Field goal and he scores
Take the decoys out and place them in several locations around your training areas. Try to hide them but don’t completely bury them. This will help him get used to the way quail tend to hunker down in their nest.
Bring out your dog...
Now bring out your pup and let him sniff the scent one more time before letting him sniff around for the scent in the air. (In the early stages you may want to place the decoys fairly close to make it easier for him to find them.)
Let him go, let him go, let him go
Let your pup go and tell him to 'find them' or any other simple command you plan to use. Keep it simple, keep it consistent. Start with the decoys placed close enough he can smell their scent in the air. Each time he finds a decoy, praise him and give him a treat.
Repeat as necessary
Keep repeating this training, moving the decoys further out each time. Start finding ways to partially hide them and make it more challenging for your pup. The rest is all about repetition, at least until quail season comes along and you can put his training to practical use.
The Bird on the Wing Method
Off to a good start
Start with a quail bird wing, a live quail with clipped wings, a cage with several birds inside, and, of course, plenty of treats.
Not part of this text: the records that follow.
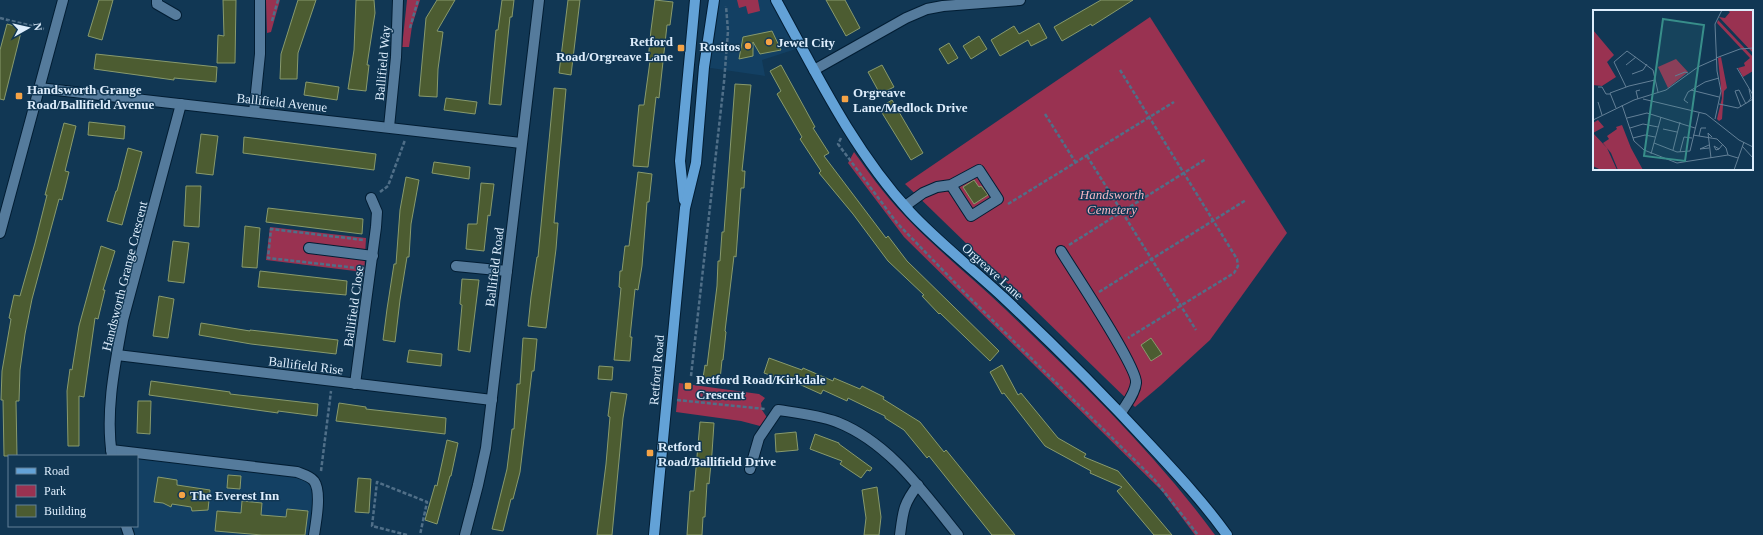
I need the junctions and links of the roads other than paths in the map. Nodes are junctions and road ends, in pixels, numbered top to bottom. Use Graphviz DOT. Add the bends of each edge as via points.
graph roads {
  1 [pos="63,0"];
  2 [pos="157,0"];
  3 [pos="260,0"];
  4 [pos="398,0"];
  5 [pos="539,0"];
  6 [pos="695,0"];
  7 [pos="714,0"];
  8 [pos="776,0"];
  9 [pos="1020,0"];
  10 [pos="974,1"];
  11 [pos="176,15"];
  12 [pos="814,70"];
  13 [pos="39,88"];
  14 [pos="181,104"];
  15 [pos="254,112"];
  16 [pos="389,127"];
  17 [pos="521,143"];
  18 [pos="951,185"];
  19 [pos="371,198"];
  20 [pos="4,206"];
  21 [pos="906,206"];
  22 [pos="685,208"];
  23 [pos="0,233"];
  24 [pos="309,248"];
  25 [pos="1061,251"];
  26 [pos="373,256"];
  27 [pos="456,266"];
  28 [pos="507,272"];
  29 [pos="117,355"];
  30 [pos="355,384"];
  31 [pos="492,400"];
  32 [pos="1121,413"];
  33 [pos="111,453"];
  34 [pos="131,455"];
  35 [pos="138,456"];
  36 [pos="750,469"];
  37 [pos="918,485"];
  38 [pos="314,535"];
  39 [pos="465,535"];
  40 [pos="654,535"];
  41 [pos="900,535"];
  42 [pos="958,535"];
  43 [pos="1228,535"];
  1 -- 13 [label="street"];
  2 -- 11 [label="street" via="157,4"];
  3 -- 15 [label="street" via="260,54"];
  4 -- 16 [label="street, Ballifield Way" via="396,57"];
  5 -- 17 [label="street, Ballifield Road"];
  6 -- 22 [label="main road, Retford Road" via="680,161"];
  7 -- 22 [label="main road, Retford Road" via="704,67 696,163"];
  8 -- 12 [label="main road, Orgreave Lane"];
  9 -- 10 [label="street"];
  10 -- 12 [label="street" via="927,10 906,18"];
  12 -- 21 [label="main road, Orgreave Lane" via="869,161"];
  13 -- 14 [label="street, Ballifield Avenue"];
  13 -- 20 [label="street"];
  14 -- 15 [label="street, Ballifield Avenue"];
  14 -- 29 [label="street, Handsworth Grange Crescent" via="127,306"];
  15 -- 16 [label="street, Ballifield Avenue"];
  16 -- 17 [label="street, Ballifield Avenue"];
  17 -- 28 [label="street, Ballifield Road"];
  18 -- 18 [label="street" via="979,170 998,199 971,216"];
  18 -- 21 [label="street" via="923,193"];
  19 -- 26 [label="street, Ballifield Close" via="377,212"];
  20 -- 23 [label="street"];
  21 -- 32 [label="main road, Orgreave Lane" via="940,242 1004,297"];
  22 -- 40 [label="main road, Retford Road"];
  24 -- 26 [label="street, Ballifield Close"];
  25 -- 32 [label="street" via="1135,376 1133,395"];
  26 -- 30 [label="street, Ballifield Close"];
  27 -- 28 [label="street"];
  28 -- 31 [label="street, Ballifield Road"];
  29 -- 30 [label="street, Ballifield Rise"];
  29 -- 33 [label="street, Handsworth Grange Crescent" via="110,416"];
  30 -- 31 [label="street, Ballifield Rise"];
  31 -- 39 [label="street, Ballifield Road" via="486,448"];
  32 -- 43 [label="main road, Orgreave Lane"];
  33 -- 34 [label="street"];
  35 -- 38 [label="street" via="291,471 306,476 314,481 318,494"];
  36 -- 37 [label="street" via="759,438 778,410 819,417 856,430 887,452"];
  37 -- 41 [label="street" via="904,507"];
  37 -- 42 [label="street"];
}
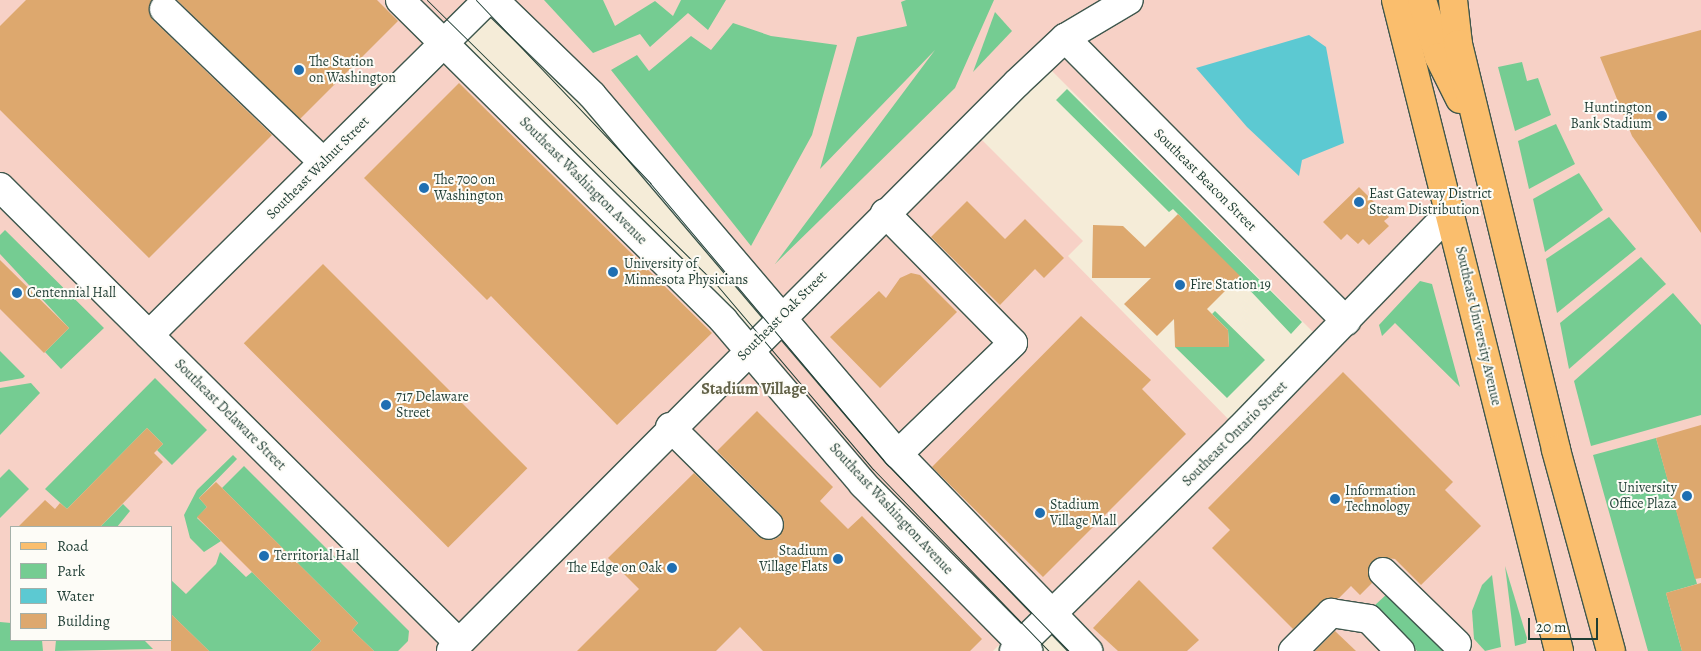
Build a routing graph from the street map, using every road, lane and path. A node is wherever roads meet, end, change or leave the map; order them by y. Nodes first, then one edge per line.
1 (400, 0) edge
2 (486, 0) edge
3 (494, 0) edge
4 (1129, 0) edge
5 (1396, 0) edge
6 (1422, 0) edge
7 (1453, 0) edge
8 (164, 9) dead end
9 (1065, 38) junction
10 (444, 43) junction
11 (1486, 152) junction
12 (323, 162) junction
13 (0, 187) edge
14 (1451, 211) junction
15 (885, 213) junction
16 (782, 316) junction
17 (1346, 321) junction
18 (149, 335) junction
19 (749, 350) junction
20 (670, 427) junction
21 (898, 454) junction
22 (768, 525) dead end
23 (1383, 572) dead end
24 (1050, 613) junction
25 (1457, 644) dead end
26 (455, 647) edge
27 (1021, 648) edge
28 (1088, 651) edge
29 (1293, 651) edge
30 (1400, 651) edge
31 (1559, 651) edge
32 (1611, 651) edge

1 - 10 street, Southeast Washington Avenue
2 - 10 street, Southeast Walnut Street
3 - 16 street
4 - 9 street, Southeast Oak Street
5 - 14 main road, Southeast University Avenue
6 - 11 main road
7 - 11 main road
8 - 12 street
9 - 15 street, Southeast Oak Street
9 - 17 street, Southeast Beacon Street
10 - 12 street, Southeast Walnut Street
10 - 19 street, Southeast Washington Avenue
11 - 32 main road
12 - 18 street, Southeast Walnut Street
13 - 18 street, Southeast Delaware Street
14 - 17 street, Southeast Ontario Street
14 - 31 main road, Southeast University Avenue
15 - 16 street, Southeast Oak Street
15 - 21 street
16 - 19 street, Southeast Oak Street
16 - 21 street
17 - 24 street, Southeast Ontario Street
18 - 26 street, Southeast Delaware Street
19 - 20 street, Southeast Oak Street
19 - 27 street, Southeast Washington Avenue
20 - 22 street
20 - 26 street, Southeast Oak Street
21 - 24 street
23 - 25 street
24 - 27 street, Southeast Ontario Street
24 - 28 street
29 - 30 street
With your pup running around you in the field, take the wing, tie it on a long string, and start swinging it around you. Let your pup start chasing the wing around, praising him for doing so.
Clipped and no escape
Gently take the bird with the clipped wings and place it on the ground in the field. Let your dog chase it down, but do NOT let him bite it. Keep working on this, moving the bird farther and farther away. Each time he succeeds in finding the bird and not harming it, give him a treat and lots of praise.
Group training time
With your dog tied to your truck, take the cage of quail and place it in a far corner of the field. Cover it with burlap and grass. Let your dog go and give him the command to find the birds. When he does so and jumps up on the cage, reward him with a treat and plenty of praise.
Birds on the wind
Open the cage, let the birds out, and as your dog goes after them, fire a BLANK shot. This teaches your dog to point and flush out the birds under actual hunting conditions. Keep working this training and your pup will soon make an excellent hunting companion.
The Meet Your Prey Method
Start by preparing a decoy by covering it with quail scent and setting it aside for a few minutes to dry and for the scent to fade a little.
A new toy
For fifteen to twenty minutes a day, let your pup play with the decoy for a few weeks. This implants the scent of quail firmly in your pup's memory. You need to do this daily for several weeks before moving on to the next step.
The forward pass
Now that your dog has become used to the smell and associating it with the decoy, it's time to move on. Take the decoy, your pup, and a handful of treats out to an open field you can work safely in. Start by tossing the decoy a few feet out into the field and let your pup go find it. Each time he does, give him a treat and lots of praise.
Add the command
Now that he is hunting down the decoy and finding it each time, you can add in your choice of command word such as "hunt", "seek", "go get it", or "find it." Choose a simple command and stick to it. Use the command the moment just before you let your pup off his leash. This will help him associate the command with the action.
The rest is up to you
Once you have reached the range of your forward pass, you can leave your dog tied to the truck or a fence rail while you walk further out into to field. Keep working with your pup on distance and hard to find places all the way up to hunting season when you can put all your pup's training to work.